§ **Exercise**: What is needed here is an exact repetition of the records below, beginning at the line that has "pinky mcp: (17, 406)" and stopping after the line that has "index dip: (339, 401)".

Collected data:
= = =

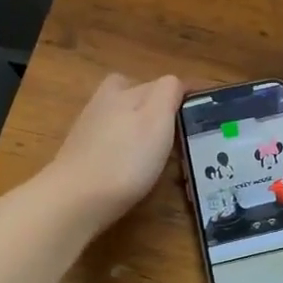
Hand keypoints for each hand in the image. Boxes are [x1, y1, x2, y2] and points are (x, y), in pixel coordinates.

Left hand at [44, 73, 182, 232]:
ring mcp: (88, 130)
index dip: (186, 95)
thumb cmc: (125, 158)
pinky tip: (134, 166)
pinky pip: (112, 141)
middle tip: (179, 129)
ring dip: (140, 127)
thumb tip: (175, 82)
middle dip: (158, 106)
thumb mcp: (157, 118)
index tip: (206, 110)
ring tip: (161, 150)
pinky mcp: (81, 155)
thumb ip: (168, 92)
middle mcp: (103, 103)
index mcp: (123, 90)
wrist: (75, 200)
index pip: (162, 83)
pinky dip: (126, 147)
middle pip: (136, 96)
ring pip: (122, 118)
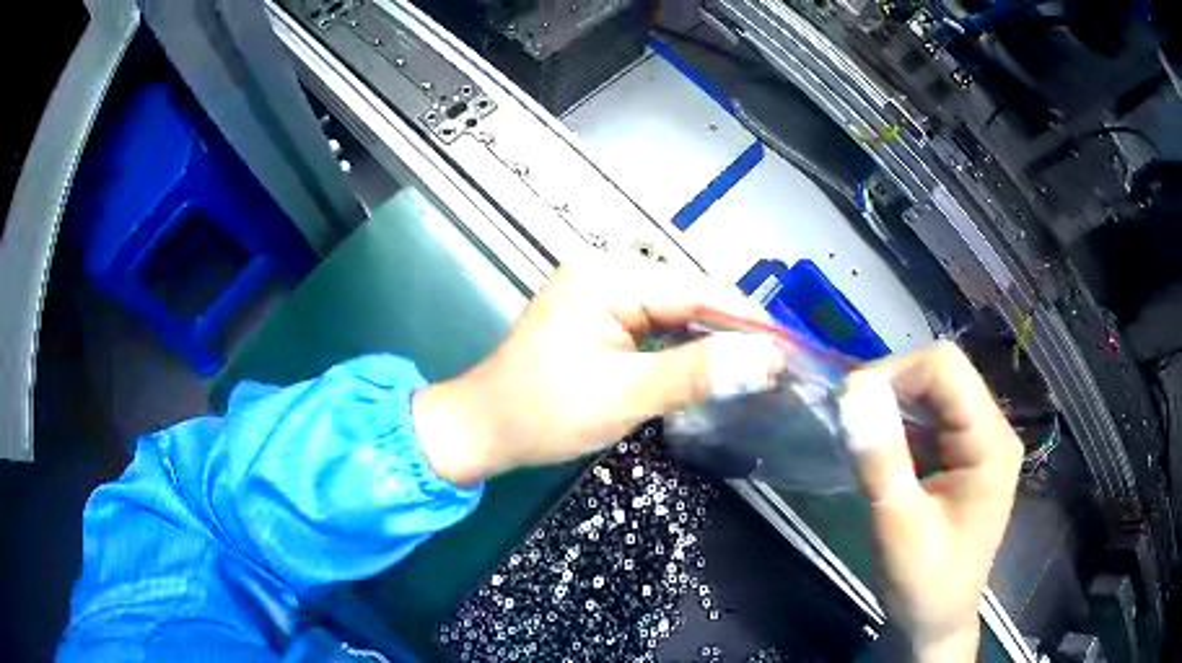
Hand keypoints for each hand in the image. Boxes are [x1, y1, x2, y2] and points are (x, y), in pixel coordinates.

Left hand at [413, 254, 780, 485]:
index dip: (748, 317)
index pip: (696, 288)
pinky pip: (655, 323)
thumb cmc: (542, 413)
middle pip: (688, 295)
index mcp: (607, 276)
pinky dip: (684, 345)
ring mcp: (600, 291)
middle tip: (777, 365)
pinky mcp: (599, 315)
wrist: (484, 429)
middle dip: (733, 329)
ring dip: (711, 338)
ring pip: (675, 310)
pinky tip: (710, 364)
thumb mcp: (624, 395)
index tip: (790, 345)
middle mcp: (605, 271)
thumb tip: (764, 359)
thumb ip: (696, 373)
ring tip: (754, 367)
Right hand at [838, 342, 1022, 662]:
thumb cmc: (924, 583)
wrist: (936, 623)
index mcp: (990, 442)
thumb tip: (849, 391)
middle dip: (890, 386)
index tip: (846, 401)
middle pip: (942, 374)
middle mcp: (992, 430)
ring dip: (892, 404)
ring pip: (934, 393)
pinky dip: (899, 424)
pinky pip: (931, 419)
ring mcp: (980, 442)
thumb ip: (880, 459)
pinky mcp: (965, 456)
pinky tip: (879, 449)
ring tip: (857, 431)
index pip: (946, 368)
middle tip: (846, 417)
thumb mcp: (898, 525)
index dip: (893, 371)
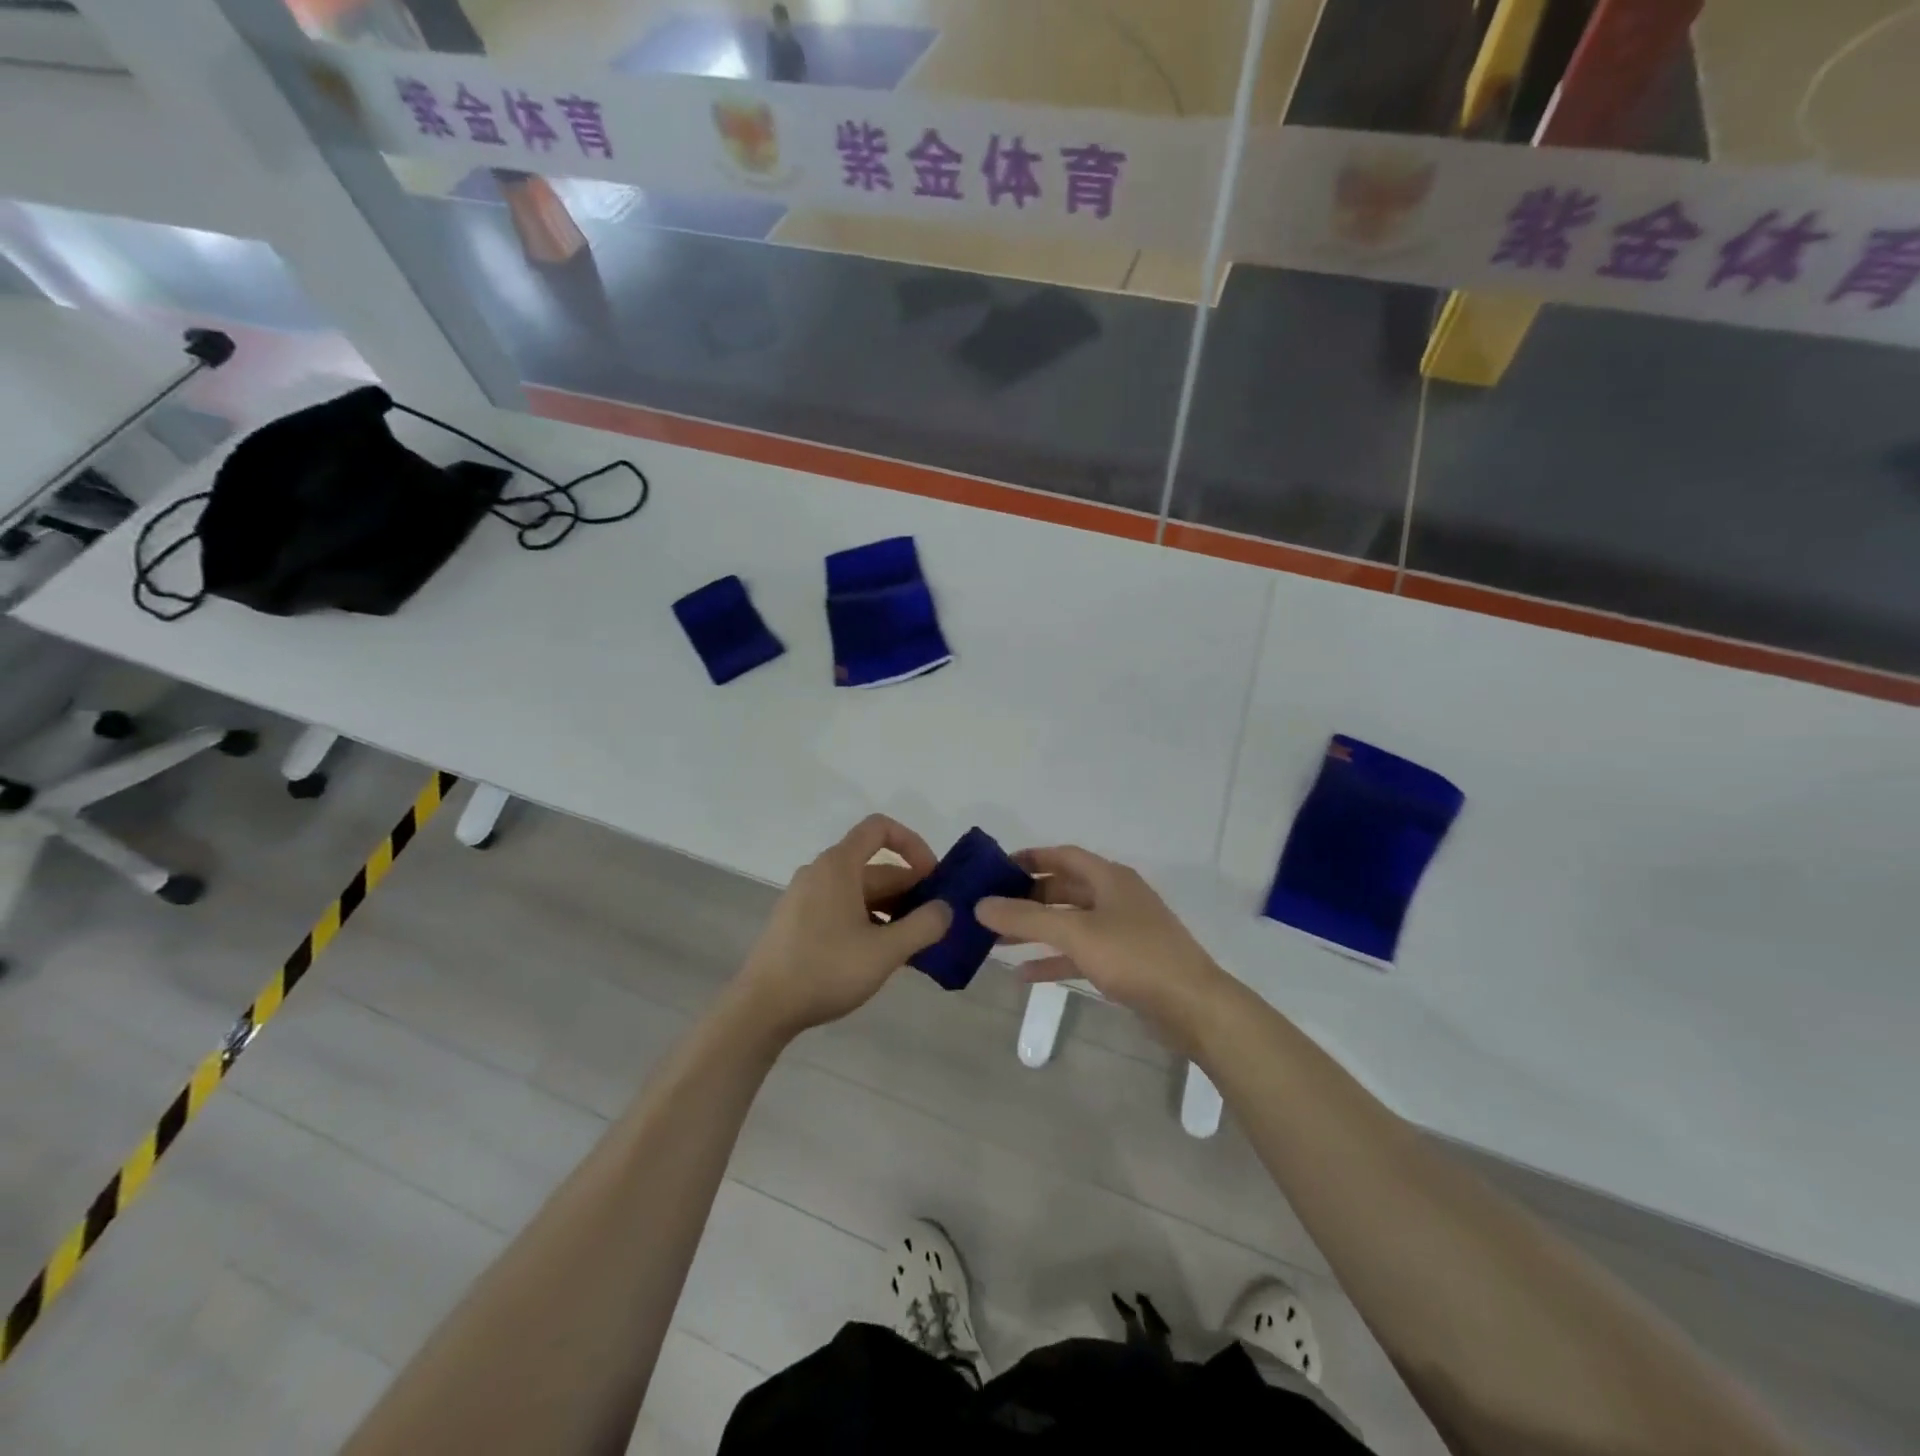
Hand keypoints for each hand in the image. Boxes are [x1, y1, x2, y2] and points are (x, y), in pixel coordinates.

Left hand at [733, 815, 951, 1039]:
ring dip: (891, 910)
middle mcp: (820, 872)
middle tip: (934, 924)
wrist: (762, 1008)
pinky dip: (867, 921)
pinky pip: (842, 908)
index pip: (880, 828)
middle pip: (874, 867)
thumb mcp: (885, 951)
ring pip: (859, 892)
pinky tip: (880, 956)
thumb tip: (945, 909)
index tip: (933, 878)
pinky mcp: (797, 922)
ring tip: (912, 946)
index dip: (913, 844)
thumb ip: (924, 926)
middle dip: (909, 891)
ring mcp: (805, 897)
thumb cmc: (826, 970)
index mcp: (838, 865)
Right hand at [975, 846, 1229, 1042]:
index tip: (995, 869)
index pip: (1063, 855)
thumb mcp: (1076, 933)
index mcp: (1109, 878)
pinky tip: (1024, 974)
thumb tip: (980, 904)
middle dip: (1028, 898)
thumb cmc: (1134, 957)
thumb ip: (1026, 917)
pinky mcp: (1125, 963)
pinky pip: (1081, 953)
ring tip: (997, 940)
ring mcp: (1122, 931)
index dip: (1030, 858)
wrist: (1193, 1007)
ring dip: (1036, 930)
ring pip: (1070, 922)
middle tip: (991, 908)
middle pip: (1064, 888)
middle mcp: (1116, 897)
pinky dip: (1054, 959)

= = =

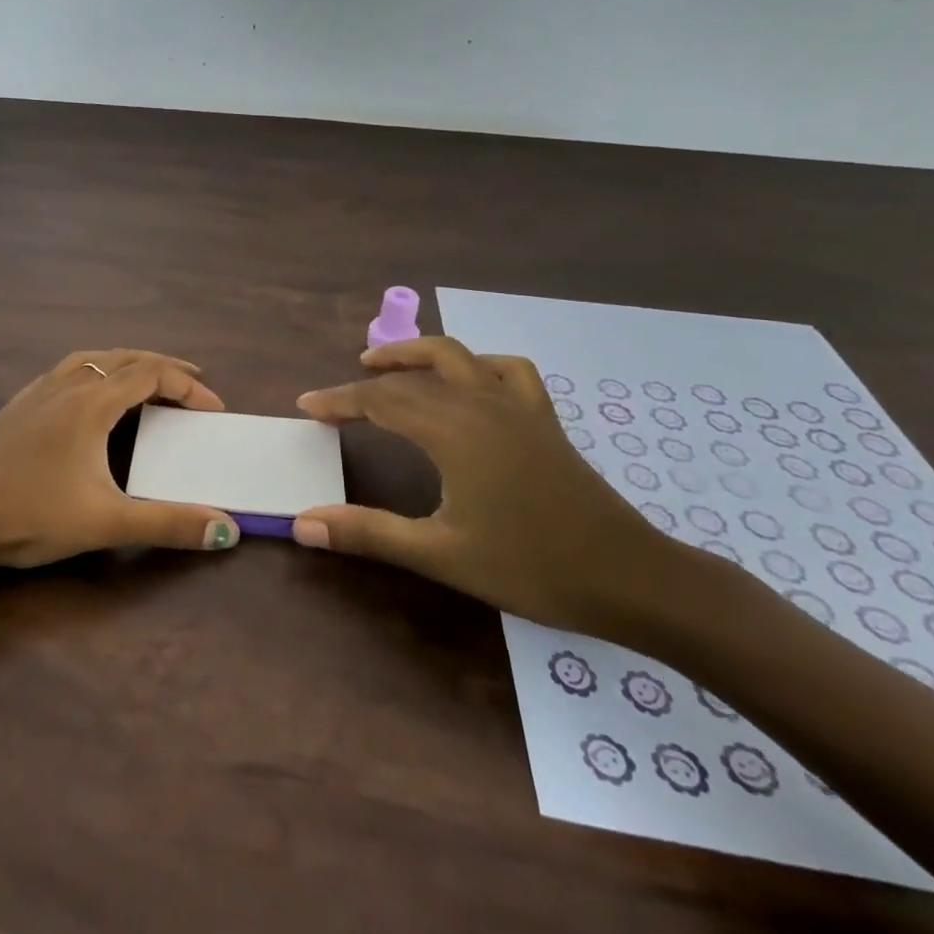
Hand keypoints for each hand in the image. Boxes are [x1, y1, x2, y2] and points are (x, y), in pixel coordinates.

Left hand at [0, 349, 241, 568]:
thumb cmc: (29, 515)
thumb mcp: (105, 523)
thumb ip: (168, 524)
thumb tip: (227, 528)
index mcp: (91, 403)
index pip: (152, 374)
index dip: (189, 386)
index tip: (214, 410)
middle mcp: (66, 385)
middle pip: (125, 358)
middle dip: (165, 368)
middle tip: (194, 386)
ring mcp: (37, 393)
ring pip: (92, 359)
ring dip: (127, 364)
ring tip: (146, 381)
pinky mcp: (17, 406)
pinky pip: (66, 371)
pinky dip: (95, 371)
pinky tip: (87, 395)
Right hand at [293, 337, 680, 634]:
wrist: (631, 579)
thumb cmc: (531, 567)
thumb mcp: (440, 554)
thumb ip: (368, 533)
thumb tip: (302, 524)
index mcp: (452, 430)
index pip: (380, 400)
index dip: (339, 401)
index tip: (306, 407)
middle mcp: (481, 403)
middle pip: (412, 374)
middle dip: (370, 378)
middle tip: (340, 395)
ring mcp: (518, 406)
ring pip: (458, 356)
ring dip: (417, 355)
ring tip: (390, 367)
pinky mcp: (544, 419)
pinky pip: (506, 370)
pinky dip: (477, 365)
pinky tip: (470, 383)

= = =

§ **Response below**:
pinky mcp: (17, 406)
pinky pip: (66, 371)
pinky dip: (95, 371)
pinky tip: (87, 395)
Right hand at [293, 337, 680, 634]:
wrist: (631, 579)
thumb cmc: (531, 567)
thumb mcp: (440, 554)
thumb ip: (368, 533)
thumb tip: (302, 524)
index mcp: (452, 430)
index pip: (380, 400)
index dip: (339, 401)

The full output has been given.